November 18, 1788
Farmer Lasham’s Dorsetshire ewes have produced several lambs. Insects abound. Wheat comes up well.
Farmer Lasham’s Dorsetshire ewes have produced several lambs. Insects abound. Wheat comes up well.
Much snow in the night. Vast snow. Snow 16 inches deep on my grass-plot about 12 inches at an average. Farmer Hoar had 41 sheep buried in snow. No such snow since Jan. 1776. In some places much drifted.
What becomes of those massy clouds that often incumber the atmosphere in the day, & yet disappear in the evening. Do they melt down into dew? * Some of the store wethers on this down now prove fat, & weigh 15 pounds a quarter. This incident never befals but in long dry seasons; & then the mutton has a delicate flavour.

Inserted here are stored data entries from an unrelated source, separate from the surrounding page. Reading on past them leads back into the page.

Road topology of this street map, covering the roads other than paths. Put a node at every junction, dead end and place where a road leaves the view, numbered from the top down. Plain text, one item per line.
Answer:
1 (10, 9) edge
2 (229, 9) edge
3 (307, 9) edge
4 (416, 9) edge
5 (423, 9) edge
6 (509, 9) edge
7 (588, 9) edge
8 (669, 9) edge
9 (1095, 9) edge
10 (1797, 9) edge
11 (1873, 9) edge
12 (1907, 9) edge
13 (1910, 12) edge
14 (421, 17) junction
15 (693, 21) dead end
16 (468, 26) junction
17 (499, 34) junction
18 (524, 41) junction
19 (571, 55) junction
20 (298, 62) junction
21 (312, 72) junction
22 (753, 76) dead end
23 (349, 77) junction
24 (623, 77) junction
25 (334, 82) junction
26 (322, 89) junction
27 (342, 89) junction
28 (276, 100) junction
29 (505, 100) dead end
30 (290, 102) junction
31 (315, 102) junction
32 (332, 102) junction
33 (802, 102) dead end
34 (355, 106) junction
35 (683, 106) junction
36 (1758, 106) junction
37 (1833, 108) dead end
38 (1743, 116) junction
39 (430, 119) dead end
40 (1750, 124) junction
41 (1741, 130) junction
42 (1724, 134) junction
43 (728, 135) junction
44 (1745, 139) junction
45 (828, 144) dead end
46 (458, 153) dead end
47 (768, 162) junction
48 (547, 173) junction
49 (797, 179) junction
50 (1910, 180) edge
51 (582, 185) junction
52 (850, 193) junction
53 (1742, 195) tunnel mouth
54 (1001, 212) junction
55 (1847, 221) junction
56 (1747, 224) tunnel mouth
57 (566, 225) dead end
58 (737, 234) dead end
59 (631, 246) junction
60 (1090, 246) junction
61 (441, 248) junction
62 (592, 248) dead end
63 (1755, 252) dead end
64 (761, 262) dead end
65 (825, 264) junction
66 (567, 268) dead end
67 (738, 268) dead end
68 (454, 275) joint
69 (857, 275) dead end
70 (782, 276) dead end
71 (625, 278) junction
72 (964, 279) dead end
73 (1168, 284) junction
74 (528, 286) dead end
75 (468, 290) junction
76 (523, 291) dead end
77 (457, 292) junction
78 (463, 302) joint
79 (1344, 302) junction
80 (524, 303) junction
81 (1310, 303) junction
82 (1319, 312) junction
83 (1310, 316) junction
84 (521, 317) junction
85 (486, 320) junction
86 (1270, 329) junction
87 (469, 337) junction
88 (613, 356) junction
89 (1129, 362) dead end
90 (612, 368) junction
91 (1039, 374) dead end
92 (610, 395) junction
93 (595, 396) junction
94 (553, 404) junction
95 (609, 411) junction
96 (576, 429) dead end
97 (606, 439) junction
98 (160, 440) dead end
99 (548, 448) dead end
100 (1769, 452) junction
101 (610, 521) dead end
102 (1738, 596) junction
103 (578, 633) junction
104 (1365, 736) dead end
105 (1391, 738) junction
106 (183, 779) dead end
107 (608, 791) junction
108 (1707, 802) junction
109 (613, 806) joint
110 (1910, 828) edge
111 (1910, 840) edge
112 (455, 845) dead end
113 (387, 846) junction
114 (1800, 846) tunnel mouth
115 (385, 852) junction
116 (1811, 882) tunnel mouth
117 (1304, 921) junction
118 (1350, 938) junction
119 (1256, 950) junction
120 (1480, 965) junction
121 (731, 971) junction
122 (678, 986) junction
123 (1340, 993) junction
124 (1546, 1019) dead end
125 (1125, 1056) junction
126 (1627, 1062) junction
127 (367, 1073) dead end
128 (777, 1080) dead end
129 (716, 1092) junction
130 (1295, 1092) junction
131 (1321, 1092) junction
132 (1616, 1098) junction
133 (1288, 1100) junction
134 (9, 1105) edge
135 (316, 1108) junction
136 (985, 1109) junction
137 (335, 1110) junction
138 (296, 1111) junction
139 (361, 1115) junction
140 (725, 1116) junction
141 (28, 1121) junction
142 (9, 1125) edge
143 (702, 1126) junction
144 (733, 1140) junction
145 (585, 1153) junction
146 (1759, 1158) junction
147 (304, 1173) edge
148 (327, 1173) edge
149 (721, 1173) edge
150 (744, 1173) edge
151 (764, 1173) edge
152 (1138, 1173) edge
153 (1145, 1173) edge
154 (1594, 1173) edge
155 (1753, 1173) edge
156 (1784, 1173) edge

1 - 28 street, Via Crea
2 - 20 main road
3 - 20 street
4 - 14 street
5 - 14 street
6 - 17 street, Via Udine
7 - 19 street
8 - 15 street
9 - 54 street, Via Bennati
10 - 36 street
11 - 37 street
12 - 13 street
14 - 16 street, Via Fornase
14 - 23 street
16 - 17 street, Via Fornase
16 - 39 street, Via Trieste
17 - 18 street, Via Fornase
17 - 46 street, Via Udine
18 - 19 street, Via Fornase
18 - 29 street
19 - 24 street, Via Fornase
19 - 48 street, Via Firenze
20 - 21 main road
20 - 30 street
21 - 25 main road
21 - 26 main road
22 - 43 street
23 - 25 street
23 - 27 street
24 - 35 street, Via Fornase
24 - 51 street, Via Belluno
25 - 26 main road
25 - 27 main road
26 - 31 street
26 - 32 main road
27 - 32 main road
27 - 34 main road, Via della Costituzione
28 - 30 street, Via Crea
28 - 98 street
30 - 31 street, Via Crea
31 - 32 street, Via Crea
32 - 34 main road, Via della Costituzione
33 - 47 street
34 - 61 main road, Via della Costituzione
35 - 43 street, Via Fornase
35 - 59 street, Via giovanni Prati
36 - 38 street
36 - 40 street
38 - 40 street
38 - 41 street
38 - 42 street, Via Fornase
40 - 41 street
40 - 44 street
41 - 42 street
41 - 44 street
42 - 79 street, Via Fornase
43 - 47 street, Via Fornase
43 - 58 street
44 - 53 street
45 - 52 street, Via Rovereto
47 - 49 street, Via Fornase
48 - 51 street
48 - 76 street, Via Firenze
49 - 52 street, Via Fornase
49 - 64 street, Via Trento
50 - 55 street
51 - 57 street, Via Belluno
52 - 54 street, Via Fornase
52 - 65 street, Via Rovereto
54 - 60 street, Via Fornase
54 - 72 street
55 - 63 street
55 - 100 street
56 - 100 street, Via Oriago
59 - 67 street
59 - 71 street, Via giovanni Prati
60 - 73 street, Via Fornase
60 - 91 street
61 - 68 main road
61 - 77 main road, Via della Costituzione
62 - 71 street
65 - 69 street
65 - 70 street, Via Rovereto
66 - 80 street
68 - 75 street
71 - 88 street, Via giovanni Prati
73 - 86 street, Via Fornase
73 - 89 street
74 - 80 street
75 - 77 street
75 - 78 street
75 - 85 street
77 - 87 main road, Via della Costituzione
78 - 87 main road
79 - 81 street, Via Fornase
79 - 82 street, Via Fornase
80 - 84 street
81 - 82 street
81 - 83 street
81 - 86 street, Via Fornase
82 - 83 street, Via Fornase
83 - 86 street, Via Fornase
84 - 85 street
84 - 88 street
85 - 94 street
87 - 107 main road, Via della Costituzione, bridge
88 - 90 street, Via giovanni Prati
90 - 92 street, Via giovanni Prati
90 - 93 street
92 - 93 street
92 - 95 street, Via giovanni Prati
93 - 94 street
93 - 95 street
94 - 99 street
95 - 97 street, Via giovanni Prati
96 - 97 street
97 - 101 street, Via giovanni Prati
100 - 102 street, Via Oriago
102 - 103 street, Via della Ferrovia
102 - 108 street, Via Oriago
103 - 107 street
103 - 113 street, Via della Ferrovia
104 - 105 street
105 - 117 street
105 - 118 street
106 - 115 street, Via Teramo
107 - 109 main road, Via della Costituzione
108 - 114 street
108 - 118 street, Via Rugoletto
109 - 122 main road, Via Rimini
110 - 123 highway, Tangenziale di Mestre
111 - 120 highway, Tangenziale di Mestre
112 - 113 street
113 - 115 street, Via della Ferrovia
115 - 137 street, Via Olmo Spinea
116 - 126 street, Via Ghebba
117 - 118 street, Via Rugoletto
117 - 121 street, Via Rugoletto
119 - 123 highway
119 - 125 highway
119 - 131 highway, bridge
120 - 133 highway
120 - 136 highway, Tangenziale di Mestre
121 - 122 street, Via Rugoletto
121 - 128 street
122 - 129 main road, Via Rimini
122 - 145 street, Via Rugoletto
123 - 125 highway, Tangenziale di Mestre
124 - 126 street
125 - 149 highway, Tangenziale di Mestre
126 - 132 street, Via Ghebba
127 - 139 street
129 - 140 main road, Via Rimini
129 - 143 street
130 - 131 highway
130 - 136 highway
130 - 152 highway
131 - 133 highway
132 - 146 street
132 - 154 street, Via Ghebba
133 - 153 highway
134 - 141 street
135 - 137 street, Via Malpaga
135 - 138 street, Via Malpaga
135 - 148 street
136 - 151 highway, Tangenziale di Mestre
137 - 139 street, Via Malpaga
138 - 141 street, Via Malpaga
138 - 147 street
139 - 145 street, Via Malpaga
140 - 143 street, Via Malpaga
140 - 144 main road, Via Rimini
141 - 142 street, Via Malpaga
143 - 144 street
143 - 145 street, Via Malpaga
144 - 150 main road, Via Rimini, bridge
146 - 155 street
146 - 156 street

Nuthatches rap about on the trees. Crocuss begins to sprout. The leaves of the medlar-tree are now turned of a bright yellow. On of the first trees that becomes naked is the wall-nut: the mulberry, & the ash, especially if it bears many keys, and hte Horse-chestnut come next. All lopped trees, while their heads are young, carry their leaves a long while. Apple-trees & peaches remain green ’til very late, often ’til the end of Novr: young beeches never cast their leaves ’til spring, ’til the new leaves sprout & push them off: in the autumn the beechen-leaves turn of a deep chestnut color. Tall beeches cast their leaves towards the end of Octr. Magpies sometimes, I see, perch on the backs of sheep, & pick the lice & ticks out of their wool; nay, mount on their very heads; while those meek quadrupeds seem pleased, & stand perfectly still, little aware that their eyes are in no small danger; & that their assiduous friends would be glad of an opportunity of picking their bones.
The month of Oct. has been very dry: mill-ponds begin to want water. Sheep frolick.
Gathered some keeping-apples. The intercourse between tups and ewes seems pretty well over. Ewes go, I think, 22 weeks.
Showers, rainbow, bright. Barley in a sad condtion about Basingstoke. Rams begin to pay court to the ewes.
A profusion of turneps probably all the kingdom over: on which account lean sheep are very dear. Hops at present lie on hand: were carried to Weyhill, then to Andover: & now are bringing home again. Snow gone except under hedges. Birds do not seem to touch the berries of the tamus cummunis ‘tho they look very red, & inviting: the berries also of the bryonia alba seem not to be meddled with. Perhaps they are too acrid. There is a fine crop of clover of last spring: the frequent showers of last summer occasioned also a vast growth of grass.
Glass sinks very fast. Sheep feed in the night.
Sweet day. The sheep about Lewes are all without Horns: & have black faces & legs. Sheep have horns & white faces again west of Bramber.